**PROBLEM DESCRIPTION**. Copy out each line of the data that holds the word "roads".

**SUPPLIED ENTRIES**.
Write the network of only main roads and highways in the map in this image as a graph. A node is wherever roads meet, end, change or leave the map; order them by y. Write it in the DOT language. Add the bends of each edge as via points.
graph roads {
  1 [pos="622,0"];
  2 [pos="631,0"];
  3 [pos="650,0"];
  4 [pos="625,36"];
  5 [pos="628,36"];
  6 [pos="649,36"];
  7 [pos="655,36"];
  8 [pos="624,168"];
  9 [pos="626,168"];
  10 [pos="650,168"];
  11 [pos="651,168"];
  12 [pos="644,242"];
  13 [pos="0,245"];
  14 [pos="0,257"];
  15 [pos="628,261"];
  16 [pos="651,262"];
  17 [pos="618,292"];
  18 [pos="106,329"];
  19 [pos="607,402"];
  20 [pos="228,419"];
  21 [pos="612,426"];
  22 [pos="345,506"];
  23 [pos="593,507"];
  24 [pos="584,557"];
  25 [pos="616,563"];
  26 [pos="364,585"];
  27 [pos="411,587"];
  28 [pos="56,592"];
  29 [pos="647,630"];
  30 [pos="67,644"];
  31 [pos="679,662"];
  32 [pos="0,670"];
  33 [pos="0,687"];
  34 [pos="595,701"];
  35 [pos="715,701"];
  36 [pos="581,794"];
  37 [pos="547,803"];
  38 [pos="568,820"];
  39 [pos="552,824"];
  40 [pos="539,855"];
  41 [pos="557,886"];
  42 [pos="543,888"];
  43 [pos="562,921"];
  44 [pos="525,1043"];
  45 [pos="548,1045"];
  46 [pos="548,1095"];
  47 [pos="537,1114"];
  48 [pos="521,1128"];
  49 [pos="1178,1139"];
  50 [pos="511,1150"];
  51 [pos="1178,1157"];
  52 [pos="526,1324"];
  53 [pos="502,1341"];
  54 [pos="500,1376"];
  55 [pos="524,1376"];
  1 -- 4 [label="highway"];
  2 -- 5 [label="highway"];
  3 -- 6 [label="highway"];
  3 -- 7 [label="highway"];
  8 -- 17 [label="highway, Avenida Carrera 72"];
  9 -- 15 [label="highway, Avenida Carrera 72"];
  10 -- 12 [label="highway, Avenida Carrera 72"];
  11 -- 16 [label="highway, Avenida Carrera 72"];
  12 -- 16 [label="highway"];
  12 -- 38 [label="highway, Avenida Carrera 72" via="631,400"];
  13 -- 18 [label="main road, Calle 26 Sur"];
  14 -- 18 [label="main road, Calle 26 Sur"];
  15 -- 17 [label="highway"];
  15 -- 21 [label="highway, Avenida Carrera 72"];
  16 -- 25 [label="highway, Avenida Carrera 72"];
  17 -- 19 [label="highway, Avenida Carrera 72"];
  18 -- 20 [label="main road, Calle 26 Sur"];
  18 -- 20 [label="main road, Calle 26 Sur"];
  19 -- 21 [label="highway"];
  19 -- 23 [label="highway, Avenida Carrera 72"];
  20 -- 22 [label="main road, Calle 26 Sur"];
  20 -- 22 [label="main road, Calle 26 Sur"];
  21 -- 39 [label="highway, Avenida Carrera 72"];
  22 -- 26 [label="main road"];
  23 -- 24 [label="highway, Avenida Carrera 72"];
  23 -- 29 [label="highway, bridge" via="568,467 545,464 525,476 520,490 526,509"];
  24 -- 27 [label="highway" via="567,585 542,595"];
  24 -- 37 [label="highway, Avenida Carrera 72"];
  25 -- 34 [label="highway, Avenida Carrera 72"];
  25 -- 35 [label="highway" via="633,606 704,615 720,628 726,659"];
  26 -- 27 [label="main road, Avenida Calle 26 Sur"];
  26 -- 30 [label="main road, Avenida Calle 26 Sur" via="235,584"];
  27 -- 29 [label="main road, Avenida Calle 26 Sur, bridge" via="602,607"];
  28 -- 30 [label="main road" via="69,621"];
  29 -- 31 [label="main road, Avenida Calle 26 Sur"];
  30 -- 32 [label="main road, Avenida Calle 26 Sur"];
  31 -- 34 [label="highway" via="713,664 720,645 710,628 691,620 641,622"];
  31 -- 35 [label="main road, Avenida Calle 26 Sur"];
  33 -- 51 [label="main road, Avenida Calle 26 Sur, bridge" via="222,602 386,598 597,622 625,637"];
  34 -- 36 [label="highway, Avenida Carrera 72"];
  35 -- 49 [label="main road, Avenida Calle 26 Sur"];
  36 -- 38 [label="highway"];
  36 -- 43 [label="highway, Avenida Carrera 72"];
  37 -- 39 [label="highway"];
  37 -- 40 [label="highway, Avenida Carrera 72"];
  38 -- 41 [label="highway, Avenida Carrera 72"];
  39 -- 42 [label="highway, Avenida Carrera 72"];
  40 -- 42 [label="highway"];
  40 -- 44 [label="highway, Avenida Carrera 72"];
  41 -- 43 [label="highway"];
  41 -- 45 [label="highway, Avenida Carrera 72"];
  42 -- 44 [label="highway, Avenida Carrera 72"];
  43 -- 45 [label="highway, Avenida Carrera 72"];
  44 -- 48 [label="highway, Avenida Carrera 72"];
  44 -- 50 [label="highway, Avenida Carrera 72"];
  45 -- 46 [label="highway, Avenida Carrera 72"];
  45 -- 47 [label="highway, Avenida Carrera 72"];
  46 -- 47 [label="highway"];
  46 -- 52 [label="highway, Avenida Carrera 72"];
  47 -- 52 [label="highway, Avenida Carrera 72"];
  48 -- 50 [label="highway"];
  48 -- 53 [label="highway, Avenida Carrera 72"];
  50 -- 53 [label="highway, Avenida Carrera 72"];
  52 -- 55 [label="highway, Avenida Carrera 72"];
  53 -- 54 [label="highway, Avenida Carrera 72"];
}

**TASK OUTPUT**.
Write the network of only main roads and highways in the map in this image as a graph. A node is wherever roads meet, end, change or leave the map; order them by y. Write it in the DOT language. Add the bends of each edge as via points.
graph roads {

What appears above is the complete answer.